■ WORK ORDER
Exact output of all the records is required.

+++

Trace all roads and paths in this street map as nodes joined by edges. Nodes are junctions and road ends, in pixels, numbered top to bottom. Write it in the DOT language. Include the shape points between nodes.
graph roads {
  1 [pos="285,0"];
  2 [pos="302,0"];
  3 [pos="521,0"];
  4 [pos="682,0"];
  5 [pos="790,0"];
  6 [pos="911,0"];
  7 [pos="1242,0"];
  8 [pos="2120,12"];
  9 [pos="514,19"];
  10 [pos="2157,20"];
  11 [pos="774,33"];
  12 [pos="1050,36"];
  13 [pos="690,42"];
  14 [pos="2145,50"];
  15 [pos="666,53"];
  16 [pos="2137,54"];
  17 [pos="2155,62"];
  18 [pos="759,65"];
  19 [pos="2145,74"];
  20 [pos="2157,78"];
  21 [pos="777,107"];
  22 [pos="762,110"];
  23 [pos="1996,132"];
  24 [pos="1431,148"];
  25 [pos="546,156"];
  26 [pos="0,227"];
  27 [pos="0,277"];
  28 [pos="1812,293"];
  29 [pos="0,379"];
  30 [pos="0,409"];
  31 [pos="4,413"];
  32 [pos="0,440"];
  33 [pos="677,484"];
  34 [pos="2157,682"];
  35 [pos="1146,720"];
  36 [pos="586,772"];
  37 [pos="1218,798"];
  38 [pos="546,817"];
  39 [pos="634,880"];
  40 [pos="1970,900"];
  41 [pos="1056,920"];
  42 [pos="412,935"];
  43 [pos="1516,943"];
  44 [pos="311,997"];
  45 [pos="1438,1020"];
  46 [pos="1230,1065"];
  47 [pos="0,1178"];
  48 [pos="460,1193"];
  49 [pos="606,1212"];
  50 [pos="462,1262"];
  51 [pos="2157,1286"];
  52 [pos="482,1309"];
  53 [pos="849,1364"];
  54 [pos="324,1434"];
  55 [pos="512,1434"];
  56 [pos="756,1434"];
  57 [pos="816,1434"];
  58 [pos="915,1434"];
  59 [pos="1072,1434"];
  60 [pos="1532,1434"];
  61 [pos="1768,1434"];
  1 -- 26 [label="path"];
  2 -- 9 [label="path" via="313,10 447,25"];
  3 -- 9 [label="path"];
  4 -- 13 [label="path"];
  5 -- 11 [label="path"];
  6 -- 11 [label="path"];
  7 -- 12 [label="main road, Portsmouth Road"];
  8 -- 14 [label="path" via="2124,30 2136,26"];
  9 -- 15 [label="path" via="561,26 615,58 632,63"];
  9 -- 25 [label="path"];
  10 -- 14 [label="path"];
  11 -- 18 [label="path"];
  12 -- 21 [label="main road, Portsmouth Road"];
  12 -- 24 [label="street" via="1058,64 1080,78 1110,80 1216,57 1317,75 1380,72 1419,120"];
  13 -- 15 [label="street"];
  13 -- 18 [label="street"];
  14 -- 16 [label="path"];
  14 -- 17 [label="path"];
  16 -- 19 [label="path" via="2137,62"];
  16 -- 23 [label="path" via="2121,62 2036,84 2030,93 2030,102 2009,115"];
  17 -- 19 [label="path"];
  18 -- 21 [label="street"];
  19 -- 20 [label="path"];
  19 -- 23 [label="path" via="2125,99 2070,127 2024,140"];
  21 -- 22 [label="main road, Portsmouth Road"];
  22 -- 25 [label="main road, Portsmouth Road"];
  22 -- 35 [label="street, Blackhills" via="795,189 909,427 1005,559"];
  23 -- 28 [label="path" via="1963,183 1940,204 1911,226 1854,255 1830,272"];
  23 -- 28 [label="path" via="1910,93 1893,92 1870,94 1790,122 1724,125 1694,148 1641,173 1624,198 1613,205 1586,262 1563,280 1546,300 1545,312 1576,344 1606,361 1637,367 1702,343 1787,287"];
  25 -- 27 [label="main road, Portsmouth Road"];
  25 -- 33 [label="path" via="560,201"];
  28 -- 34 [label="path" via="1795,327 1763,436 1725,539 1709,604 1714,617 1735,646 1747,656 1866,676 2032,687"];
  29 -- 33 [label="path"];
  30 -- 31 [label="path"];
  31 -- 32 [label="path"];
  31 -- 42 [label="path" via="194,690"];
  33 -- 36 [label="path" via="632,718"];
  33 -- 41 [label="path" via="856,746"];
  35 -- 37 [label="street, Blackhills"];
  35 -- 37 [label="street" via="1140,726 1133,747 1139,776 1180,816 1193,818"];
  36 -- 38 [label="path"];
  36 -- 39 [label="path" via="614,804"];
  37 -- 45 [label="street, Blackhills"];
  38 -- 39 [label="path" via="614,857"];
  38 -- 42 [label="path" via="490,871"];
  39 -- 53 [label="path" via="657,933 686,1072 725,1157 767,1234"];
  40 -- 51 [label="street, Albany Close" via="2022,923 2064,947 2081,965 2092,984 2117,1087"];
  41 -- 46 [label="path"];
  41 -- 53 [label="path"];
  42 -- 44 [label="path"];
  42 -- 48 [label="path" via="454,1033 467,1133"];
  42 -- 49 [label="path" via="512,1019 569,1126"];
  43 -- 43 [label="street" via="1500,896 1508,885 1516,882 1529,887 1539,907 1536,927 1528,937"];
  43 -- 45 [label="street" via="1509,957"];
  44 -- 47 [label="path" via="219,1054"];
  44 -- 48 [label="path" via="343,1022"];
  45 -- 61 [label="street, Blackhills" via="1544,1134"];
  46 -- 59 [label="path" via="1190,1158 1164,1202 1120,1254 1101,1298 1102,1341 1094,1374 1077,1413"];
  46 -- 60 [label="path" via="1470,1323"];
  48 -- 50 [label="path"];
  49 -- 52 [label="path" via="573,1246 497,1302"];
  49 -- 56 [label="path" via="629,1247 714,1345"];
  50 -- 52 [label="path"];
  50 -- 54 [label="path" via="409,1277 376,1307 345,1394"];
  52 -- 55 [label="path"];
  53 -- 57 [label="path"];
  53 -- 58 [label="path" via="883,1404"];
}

+++

■ EXERCISE SOLUTION
Trace all roads and paths in this street map as nodes joined by edges. Nodes are junctions and road ends, in pixels, numbered top to bottom. Write it in the DOT language. Include the shape points between nodes.
graph roads {
  1 [pos="285,0"];
  2 [pos="302,0"];
  3 [pos="521,0"];
  4 [pos="682,0"];
  5 [pos="790,0"];
  6 [pos="911,0"];
  7 [pos="1242,0"];
  8 [pos="2120,12"];
  9 [pos="514,19"];
  10 [pos="2157,20"];
  11 [pos="774,33"];
  12 [pos="1050,36"];
  13 [pos="690,42"];
  14 [pos="2145,50"];
  15 [pos="666,53"];
  16 [pos="2137,54"];
  17 [pos="2155,62"];
  18 [pos="759,65"];
  19 [pos="2145,74"];
  20 [pos="2157,78"];
  21 [pos="777,107"];
  22 [pos="762,110"];
  23 [pos="1996,132"];
  24 [pos="1431,148"];
  25 [pos="546,156"];
  26 [pos="0,227"];
  27 [pos="0,277"];
  28 [pos="1812,293"];
  29 [pos="0,379"];
  30 [pos="0,409"];
  31 [pos="4,413"];
  32 [pos="0,440"];
  33 [pos="677,484"];
  34 [pos="2157,682"];
  35 [pos="1146,720"];
  36 [pos="586,772"];
  37 [pos="1218,798"];
  38 [pos="546,817"];
  39 [pos="634,880"];
  40 [pos="1970,900"];
  41 [pos="1056,920"];
  42 [pos="412,935"];
  43 [pos="1516,943"];
  44 [pos="311,997"];
  45 [pos="1438,1020"];
  46 [pos="1230,1065"];
  47 [pos="0,1178"];
  48 [pos="460,1193"];
  49 [pos="606,1212"];
  50 [pos="462,1262"];
  51 [pos="2157,1286"];
  52 [pos="482,1309"];
  53 [pos="849,1364"];
  54 [pos="324,1434"];
  55 [pos="512,1434"];
  56 [pos="756,1434"];
  57 [pos="816,1434"];
  58 [pos="915,1434"];
  59 [pos="1072,1434"];
  60 [pos="1532,1434"];
  61 [pos="1768,1434"];
  1 -- 26 [label="path"];
  2 -- 9 [label="path" via="313,10 447,25"];
  3 -- 9 [label="path"];
  4 -- 13 [label="path"];
  5 -- 11 [label="path"];
  6 -- 11 [label="path"];
  7 -- 12 [label="main road, Portsmouth Road"];
  8 -- 14 [label="path" via="2124,30 2136,26"];
  9 -- 15 [label="path" via="561,26 615,58 632,63"];
  9 -- 25 [label="path"];
  10 -- 14 [label="path"];
  11 -- 18 [label="path"];
  12 -- 21 [label="main road, Portsmouth Road"];
  12 -- 24 [label="street" via="1058,64 1080,78 1110,80 1216,57 1317,75 1380,72 1419,120"];
  13 -- 15 [label="street"];
  13 -- 18 [label="street"];
  14 -- 16 [label="path"];
  14 -- 17 [label="path"];
  16 -- 19 [label="path" via="2137,62"];
  16 -- 23 [label="path" via="2121,62 2036,84 2030,93 2030,102 2009,115"];
  17 -- 19 [label="path"];
  18 -- 21 [label="street"];
  19 -- 20 [label="path"];
  19 -- 23 [label="path" via="2125,99 2070,127 2024,140"];
  21 -- 22 [label="main road, Portsmouth Road"];
  22 -- 25 [label="main road, Portsmouth Road"];
  22 -- 35 [label="street, Blackhills" via="795,189 909,427 1005,559"];
  23 -- 28 [label="path" via="1963,183 1940,204 1911,226 1854,255 1830,272"];
  23 -- 28 [label="path" via="1910,93 1893,92 1870,94 1790,122 1724,125 1694,148 1641,173 1624,198 1613,205 1586,262 1563,280 1546,300 1545,312 1576,344 1606,361 1637,367 1702,343 1787,287"];
  25 -- 27 [label="main road, Portsmouth Road"];
  25 -- 33 [label="path" via="560,201"];
  28 -- 34 [label="path" via="1795,327 1763,436 1725,539 1709,604 1714,617 1735,646 1747,656 1866,676 2032,687"];
  29 -- 33 [label="path"];
  30 -- 31 [label="path"];
  31 -- 32 [label="path"];
  31 -- 42 [label="path" via="194,690"];
  33 -- 36 [label="path" via="632,718"];
  33 -- 41 [label="path" via="856,746"];
  35 -- 37 [label="street, Blackhills"];
  35 -- 37 [label="street" via="1140,726 1133,747 1139,776 1180,816 1193,818"];
  36 -- 38 [label="path"];
  36 -- 39 [label="path" via="614,804"];
  37 -- 45 [label="street, Blackhills"];
  38 -- 39 [label="path" via="614,857"];
  38 -- 42 [label="path" via="490,871"];
  39 -- 53 [label="path" via="657,933 686,1072 725,1157 767,1234"];
  40 -- 51 [label="street, Albany Close" via="2022,923 2064,947 2081,965 2092,984 2117,1087"];
  41 -- 46 [label="path"];
  41 -- 53 [label="path"];
  42 -- 44 [label="path"];
  42 -- 48 [label="path" via="454,1033 467,1133"];
  42 -- 49 [label="path" via="512,1019 569,1126"];
  43 -- 43 [label="street" via="1500,896 1508,885 1516,882 1529,887 1539,907 1536,927 1528,937"];
  43 -- 45 [label="street" via="1509,957"];
  44 -- 47 [label="path" via="219,1054"];
  44 -- 48 [label="path" via="343,1022"];
  45 -- 61 [label="street, Blackhills" via="1544,1134"];
  46 -- 59 [label="path" via="1190,1158 1164,1202 1120,1254 1101,1298 1102,1341 1094,1374 1077,1413"];
  46 -- 60 [label="path" via="1470,1323"];
  48 -- 50 [label="path"];
  49 -- 52 [label="path" via="573,1246 497,1302"];
  49 -- 56 [label="path" via="629,1247 714,1345"];
  50 -- 52 [label="path"];
  50 -- 54 [label="path" via="409,1277 376,1307 345,1394"];
  52 -- 55 [label="path"];
  53 -- 57 [label="path"];
  53 -- 58 [label="path" via="883,1404"];
}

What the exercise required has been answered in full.